A: Well, the chin is a complex curve and we knew that a flat stencil would not take. We took a cast of her face and then off that cast, we created a clear VacuForm replica and had the pattern cut into that. Then, my assistant Sharon Toohey airbrushed the design through it. Now, with this stencil, Sharon can [apply Eva’s tattoo] very quickly — speed was very important here.
Q: You’ve worked on several Westerns, including Legends of the Fall and Bury My Heart at Wounded Knee. What do you most enjoy about makeup for the era?
A: The period is very dirty and it’s inherently violent. We have so much creativity with the makeup in that realm. I love doing research and I love being challenged and all of the elements I learned from my past shows are contributing to this one.
Q: How did you create the “scalping” effect?
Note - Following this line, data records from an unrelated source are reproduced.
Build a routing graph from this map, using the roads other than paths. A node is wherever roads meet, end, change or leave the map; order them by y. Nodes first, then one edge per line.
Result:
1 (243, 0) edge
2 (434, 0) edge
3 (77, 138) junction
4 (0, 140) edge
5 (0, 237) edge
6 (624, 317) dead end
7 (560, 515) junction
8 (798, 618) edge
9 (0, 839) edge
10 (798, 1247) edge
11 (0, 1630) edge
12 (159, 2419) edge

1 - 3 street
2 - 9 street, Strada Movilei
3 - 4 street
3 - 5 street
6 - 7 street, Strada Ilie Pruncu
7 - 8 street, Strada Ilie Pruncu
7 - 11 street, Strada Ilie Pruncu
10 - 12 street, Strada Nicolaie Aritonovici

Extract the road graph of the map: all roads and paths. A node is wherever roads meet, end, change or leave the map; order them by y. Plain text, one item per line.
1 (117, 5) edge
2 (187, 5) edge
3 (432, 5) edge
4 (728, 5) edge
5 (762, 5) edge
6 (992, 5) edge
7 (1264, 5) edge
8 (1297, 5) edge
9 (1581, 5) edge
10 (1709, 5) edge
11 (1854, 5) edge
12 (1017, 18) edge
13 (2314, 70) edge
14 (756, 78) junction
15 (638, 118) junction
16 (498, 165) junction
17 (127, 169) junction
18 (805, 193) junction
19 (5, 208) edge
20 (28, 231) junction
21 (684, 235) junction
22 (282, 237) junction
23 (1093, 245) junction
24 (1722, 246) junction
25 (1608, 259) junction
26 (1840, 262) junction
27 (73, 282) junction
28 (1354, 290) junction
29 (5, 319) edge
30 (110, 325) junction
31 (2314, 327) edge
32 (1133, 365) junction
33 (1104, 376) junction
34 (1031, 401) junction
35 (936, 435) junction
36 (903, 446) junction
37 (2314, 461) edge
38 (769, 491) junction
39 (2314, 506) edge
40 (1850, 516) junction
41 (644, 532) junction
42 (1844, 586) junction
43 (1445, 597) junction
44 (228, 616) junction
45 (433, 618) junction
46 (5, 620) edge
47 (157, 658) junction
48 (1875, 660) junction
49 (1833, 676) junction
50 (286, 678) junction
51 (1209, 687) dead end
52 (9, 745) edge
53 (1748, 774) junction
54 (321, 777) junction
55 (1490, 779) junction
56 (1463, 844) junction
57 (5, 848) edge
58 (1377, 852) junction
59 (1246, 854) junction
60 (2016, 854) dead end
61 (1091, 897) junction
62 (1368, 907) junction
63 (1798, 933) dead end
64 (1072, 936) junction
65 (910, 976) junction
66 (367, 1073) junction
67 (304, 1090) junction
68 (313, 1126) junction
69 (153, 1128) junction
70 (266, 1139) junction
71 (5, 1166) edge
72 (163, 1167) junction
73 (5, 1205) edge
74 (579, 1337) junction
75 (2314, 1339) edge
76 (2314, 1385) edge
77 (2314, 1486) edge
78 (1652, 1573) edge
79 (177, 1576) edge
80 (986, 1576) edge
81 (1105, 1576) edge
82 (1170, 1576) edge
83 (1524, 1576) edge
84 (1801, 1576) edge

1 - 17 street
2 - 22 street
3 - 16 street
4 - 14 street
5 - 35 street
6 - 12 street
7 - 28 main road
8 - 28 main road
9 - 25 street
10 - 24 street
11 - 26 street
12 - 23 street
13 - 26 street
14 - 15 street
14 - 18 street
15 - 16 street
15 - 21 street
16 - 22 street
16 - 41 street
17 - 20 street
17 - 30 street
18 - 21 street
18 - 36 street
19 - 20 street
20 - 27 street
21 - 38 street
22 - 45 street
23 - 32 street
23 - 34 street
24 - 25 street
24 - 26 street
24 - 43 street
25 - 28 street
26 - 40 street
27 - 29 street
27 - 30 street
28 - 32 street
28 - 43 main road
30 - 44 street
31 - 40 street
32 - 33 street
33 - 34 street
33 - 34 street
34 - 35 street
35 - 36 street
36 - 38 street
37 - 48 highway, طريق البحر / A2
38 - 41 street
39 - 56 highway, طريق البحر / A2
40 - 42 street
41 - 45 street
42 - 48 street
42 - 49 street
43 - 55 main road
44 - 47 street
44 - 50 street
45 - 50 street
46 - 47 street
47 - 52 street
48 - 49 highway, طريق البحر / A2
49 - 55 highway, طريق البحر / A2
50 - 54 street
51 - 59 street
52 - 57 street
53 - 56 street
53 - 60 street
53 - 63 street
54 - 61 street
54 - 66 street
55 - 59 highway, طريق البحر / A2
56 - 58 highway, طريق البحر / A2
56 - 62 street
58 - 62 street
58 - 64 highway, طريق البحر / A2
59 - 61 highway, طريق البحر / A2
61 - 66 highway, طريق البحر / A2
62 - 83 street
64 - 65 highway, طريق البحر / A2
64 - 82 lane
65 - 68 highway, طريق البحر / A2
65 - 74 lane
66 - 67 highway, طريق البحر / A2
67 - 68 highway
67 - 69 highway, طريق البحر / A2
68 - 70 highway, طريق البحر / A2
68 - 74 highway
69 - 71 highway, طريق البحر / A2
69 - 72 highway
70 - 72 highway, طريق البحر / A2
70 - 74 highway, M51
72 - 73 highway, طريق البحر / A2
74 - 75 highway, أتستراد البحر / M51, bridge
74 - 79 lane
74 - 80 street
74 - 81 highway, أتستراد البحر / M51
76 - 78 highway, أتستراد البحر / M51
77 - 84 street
A: We did that in two pieces. There was a whole head prosthetic, and then on top of that was a wig attached, but it had a separate section and the actor could then cut and tear it off. We learned what we needed to have as far as a skin-like softness to it.
Q: Tell me about getting blood on Ruth’s face for the fight scene. Is it difficult to make blood look realistic?
A: My assistant, Rochelle Parrent, was armed with a large paintbrush that she dipped into the blood and flicked at her at just the right moment. And Rochelle has a great aim! [Laughs] One of things that is an issue with blood is that the palette of Hell on Wheels created by our production designer, John Blackie, and our cinematographer, Marvin Rush, has a desaturated look which takes out the redness of the blood. We have to compensate for that and we use a variety of reds and a variety of consistencies.
Q: How will the makeup evolve in Season 2?
A: The railroad is continuing to be built and there are different types of labor which will dictate what the performers look like. Getting into Season 2, I already know from reading a few scripts that we have some very exciting things coming up. I’m excited for the challenges and I can hardly wait to see what they throw at me.